Preferably, the specific content of the unmanned normal mode is as follows:

The electromagnetic clutch is disconnected, the second electronic control unit ECU is used as a main control, receives an external unmanned instruction, controls the second motor and the mechanical second speed reducing mechanism to realize unmanned operation, and the first electronic control unit ECU is used as an auxiliary control to monitor the state of the system at any time.

When the second electronic control unit ECU collects that the second torque signal and the second rotation angle signal instruction of the external unmanned target are clockwise, the second electronic control unit ECU calculates the moment required to reach the target position according to the second torque and the position of the current steering gear rack identified by the rotation angle sensor, controls the second motor to output the corresponding moment, realizes the forward rotation of the second motor, reduces the speed and increases the torque through the second reduction mechanism, transmits the torque to the left pinion shaft and the right pinion shaft, is meshed by the left pinion shaft, the right pinion shaft and the steering gear rack, pushes the steering gear rack to move rightwards, drives the left cross rod and the right cross rod to rotate rightwards, and the left wheel and the right wheel are pulled by the left cross rod and the right cross rod respectively, so that the clockwise unmanned steering instruction is completed.

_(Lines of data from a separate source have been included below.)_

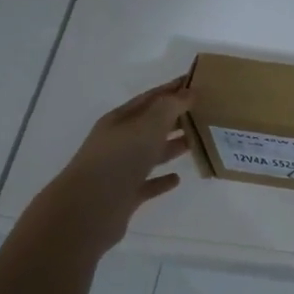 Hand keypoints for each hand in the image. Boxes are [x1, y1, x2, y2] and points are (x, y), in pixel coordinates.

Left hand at [32, 79, 192, 256]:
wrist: (88, 210)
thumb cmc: (119, 160)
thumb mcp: (147, 126)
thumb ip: (170, 107)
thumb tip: (190, 92)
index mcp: (120, 120)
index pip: (151, 98)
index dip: (173, 89)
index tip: (197, 83)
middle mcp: (119, 142)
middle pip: (151, 125)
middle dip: (176, 118)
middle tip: (205, 113)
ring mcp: (120, 170)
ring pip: (151, 153)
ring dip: (172, 147)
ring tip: (197, 142)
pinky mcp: (125, 196)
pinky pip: (148, 184)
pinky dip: (162, 180)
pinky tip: (177, 178)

When the second electronic control unit ECU collects that the second torque signal and the second rotation angle signal instruction of the external unmanned target are anticlockwise, the second electronic control unit ECU calculates the torque required for reaching the target position according to the second torque and the position of the current steering gear rack identified by the rotation angle sensor, controls the second motor to output the corresponding torque, realizes the inversion of the second motor, reduces the speed and increases the torque through the second reduction mechanism, transmits the torque to the left pinion shaft and the right pinion shaft, is meshed by the left pinion shaft, the right pinion shaft and the steering gear rack, pushes the steering gear rack to move leftwards, drives the left cross rod and the right cross rod to rotate leftwards, and the left wheel and the right wheel are pulled by the left cross rod and the right cross rod respectively, so that the anticlockwise unmanned steering instruction is completed.

The unmanned fault mode comprises the following specific contents:

once the second electric control unit ECU, the second motor or the second torque and rotation angle sensor fails, the first electric control unit ECU controls the electromagnetic clutch to be closed, and simultaneously receives an external unmanned instruction, and the unmanned steering operation is continuously realized by controlling the first motor.

When the first electronic control unit ECU collects an external unmanned first torque signal and a first rotation angle signal instruction is clockwise, the first electronic control unit ECU calculates the moment required to reach a target position according to the first torque and the position of a current steering gear rack identified by a rotation angle sensor, controls a first motor to output corresponding moment, achieves forward rotation of the first motor, reduces speed and increases torque through a speed reducing mechanism, transmits the torque to a left pinion shaft and a right pinion shaft, is meshed by the left pinion shaft, the right pinion shaft and the steering gear rack, pushes the steering gear rack to move rightwards, drives a left cross rod and a right cross rod to rotate rightwards, and the left wheel and the right wheel are pulled by the left cross rod and the right cross rod respectively, so that the clockwise unmanned steering instruction is completed.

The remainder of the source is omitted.